(Data entries)

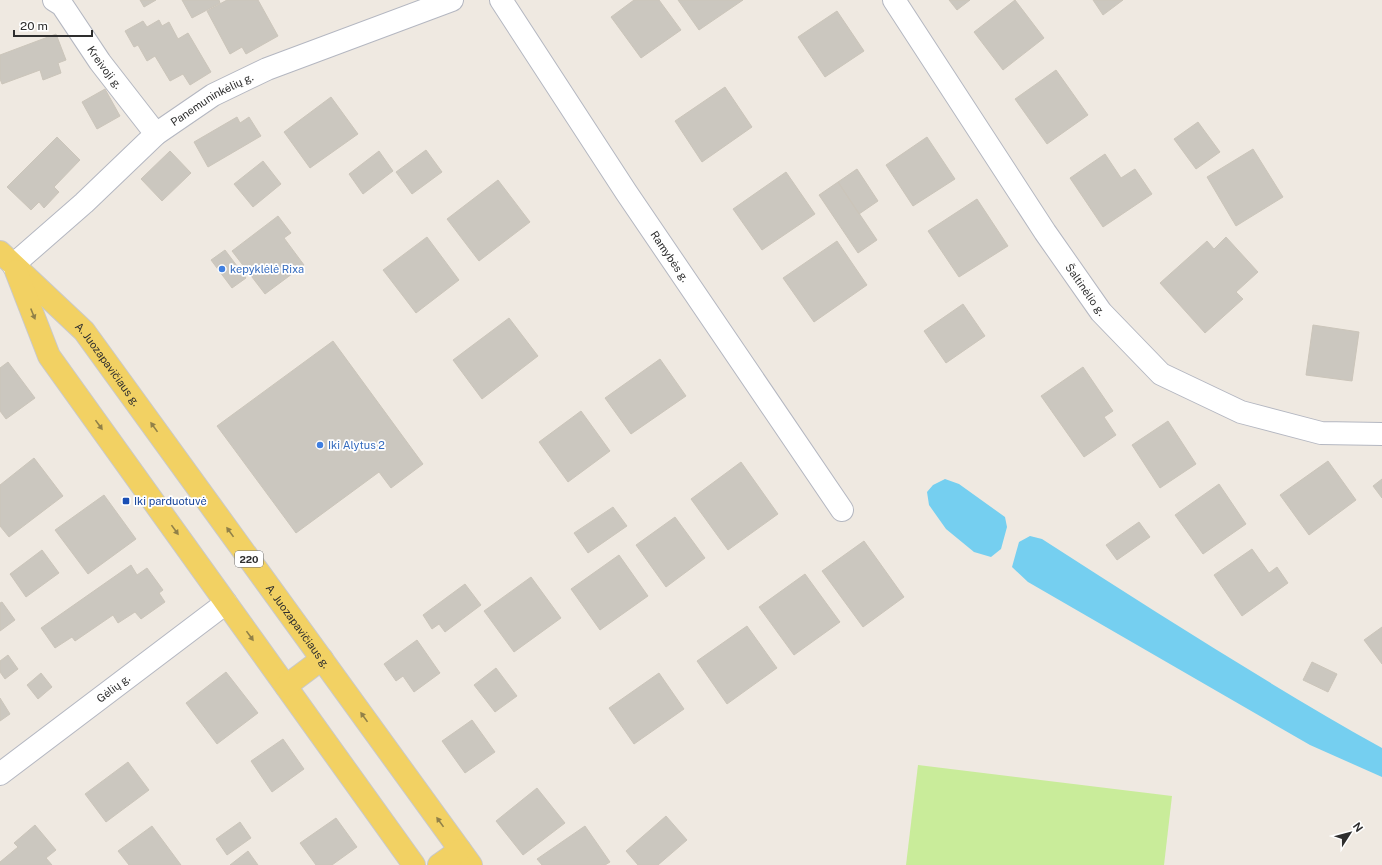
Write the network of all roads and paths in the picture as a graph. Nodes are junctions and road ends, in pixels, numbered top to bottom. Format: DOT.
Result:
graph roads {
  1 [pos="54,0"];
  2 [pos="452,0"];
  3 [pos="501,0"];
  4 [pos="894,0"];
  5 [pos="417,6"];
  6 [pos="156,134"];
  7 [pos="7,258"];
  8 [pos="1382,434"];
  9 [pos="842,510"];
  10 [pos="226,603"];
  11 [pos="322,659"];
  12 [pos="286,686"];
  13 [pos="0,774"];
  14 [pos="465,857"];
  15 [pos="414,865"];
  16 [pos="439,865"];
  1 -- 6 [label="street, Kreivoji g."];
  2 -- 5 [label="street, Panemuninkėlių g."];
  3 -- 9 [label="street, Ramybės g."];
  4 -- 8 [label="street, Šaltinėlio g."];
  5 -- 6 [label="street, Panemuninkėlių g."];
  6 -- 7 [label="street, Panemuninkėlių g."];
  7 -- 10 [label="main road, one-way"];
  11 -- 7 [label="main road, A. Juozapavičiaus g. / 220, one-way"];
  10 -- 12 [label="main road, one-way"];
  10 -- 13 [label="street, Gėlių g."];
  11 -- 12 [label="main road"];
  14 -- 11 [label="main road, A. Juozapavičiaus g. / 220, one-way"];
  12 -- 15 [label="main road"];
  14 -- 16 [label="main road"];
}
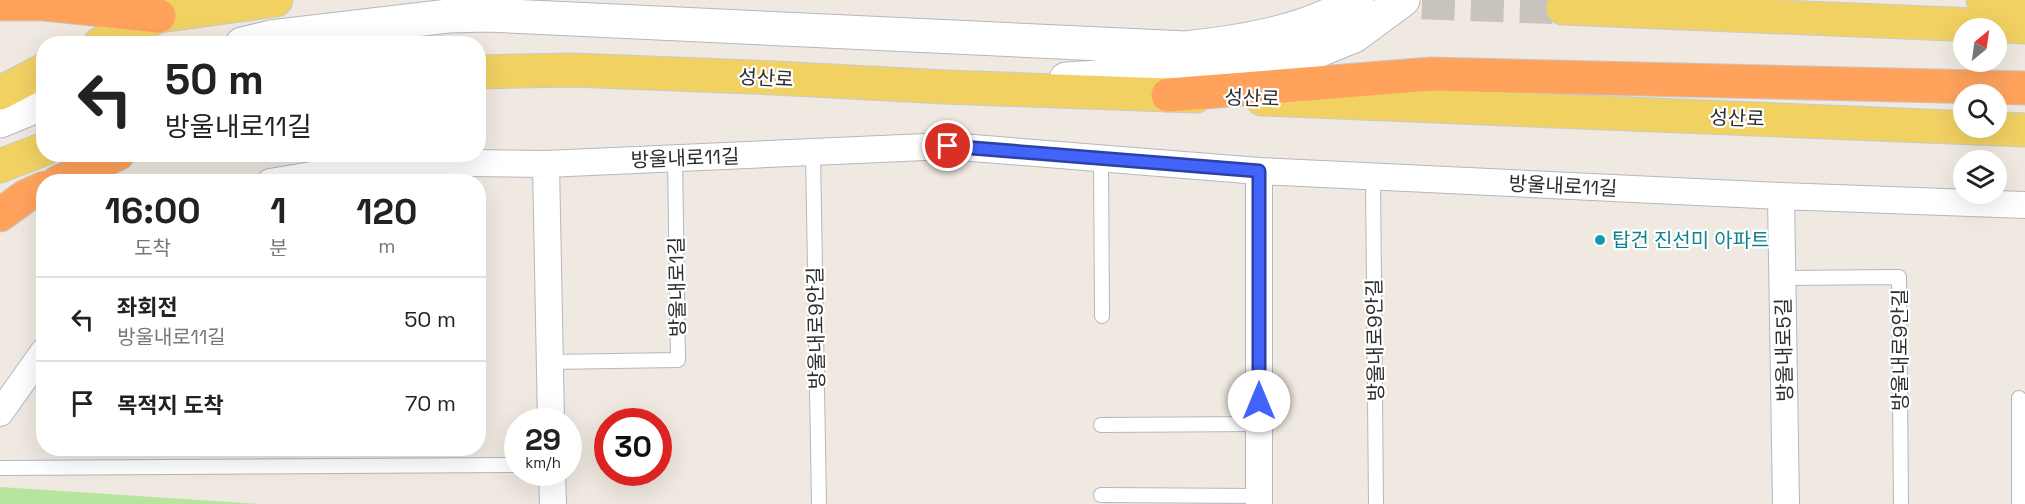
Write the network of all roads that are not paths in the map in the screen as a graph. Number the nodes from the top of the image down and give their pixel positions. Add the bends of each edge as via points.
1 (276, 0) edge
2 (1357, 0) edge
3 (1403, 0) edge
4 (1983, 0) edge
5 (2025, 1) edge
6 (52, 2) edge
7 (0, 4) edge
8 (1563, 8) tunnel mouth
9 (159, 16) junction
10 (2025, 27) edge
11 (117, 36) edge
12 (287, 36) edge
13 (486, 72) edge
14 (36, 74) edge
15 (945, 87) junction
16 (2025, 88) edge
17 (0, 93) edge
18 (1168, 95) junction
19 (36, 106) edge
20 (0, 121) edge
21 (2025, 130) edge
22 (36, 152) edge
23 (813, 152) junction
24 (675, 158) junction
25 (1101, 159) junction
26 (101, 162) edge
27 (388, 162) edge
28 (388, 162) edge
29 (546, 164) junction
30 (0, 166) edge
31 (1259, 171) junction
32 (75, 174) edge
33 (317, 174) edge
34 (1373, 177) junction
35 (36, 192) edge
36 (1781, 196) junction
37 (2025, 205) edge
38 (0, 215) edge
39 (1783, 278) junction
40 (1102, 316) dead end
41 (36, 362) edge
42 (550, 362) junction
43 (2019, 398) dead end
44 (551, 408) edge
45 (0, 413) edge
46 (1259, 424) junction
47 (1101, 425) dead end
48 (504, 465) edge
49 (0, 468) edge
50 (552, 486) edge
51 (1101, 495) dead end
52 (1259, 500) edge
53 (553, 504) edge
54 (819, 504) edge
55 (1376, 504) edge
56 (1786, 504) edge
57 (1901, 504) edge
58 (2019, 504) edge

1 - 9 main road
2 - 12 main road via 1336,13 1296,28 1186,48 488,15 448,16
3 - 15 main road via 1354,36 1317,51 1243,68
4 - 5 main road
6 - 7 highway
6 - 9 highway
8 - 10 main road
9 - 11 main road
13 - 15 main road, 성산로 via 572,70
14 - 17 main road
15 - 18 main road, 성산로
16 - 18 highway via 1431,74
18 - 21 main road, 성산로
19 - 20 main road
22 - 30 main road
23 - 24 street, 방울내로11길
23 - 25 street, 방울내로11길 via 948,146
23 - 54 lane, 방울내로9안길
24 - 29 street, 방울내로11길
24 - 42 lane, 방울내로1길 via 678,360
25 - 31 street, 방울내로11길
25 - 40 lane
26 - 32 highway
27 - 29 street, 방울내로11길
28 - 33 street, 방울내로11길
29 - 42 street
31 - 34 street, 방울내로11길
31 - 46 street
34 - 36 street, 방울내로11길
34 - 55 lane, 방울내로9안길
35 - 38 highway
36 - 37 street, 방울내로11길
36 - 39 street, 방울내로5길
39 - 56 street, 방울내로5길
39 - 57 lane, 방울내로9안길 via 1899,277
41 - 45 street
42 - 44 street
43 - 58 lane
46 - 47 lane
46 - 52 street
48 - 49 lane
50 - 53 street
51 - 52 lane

== WHAT NEEDS TO BE DONE ==
Lines that hold "Juozapavičiaus" are the ones to copy, so pick each out from the data.

== ANSWER AREA ==
  11 -- 7 [label="main road, A. Juozapavičiaus g. / 220, one-way"];
  14 -- 11 [label="main road, A. Juozapavičiaus g. / 220, one-way"];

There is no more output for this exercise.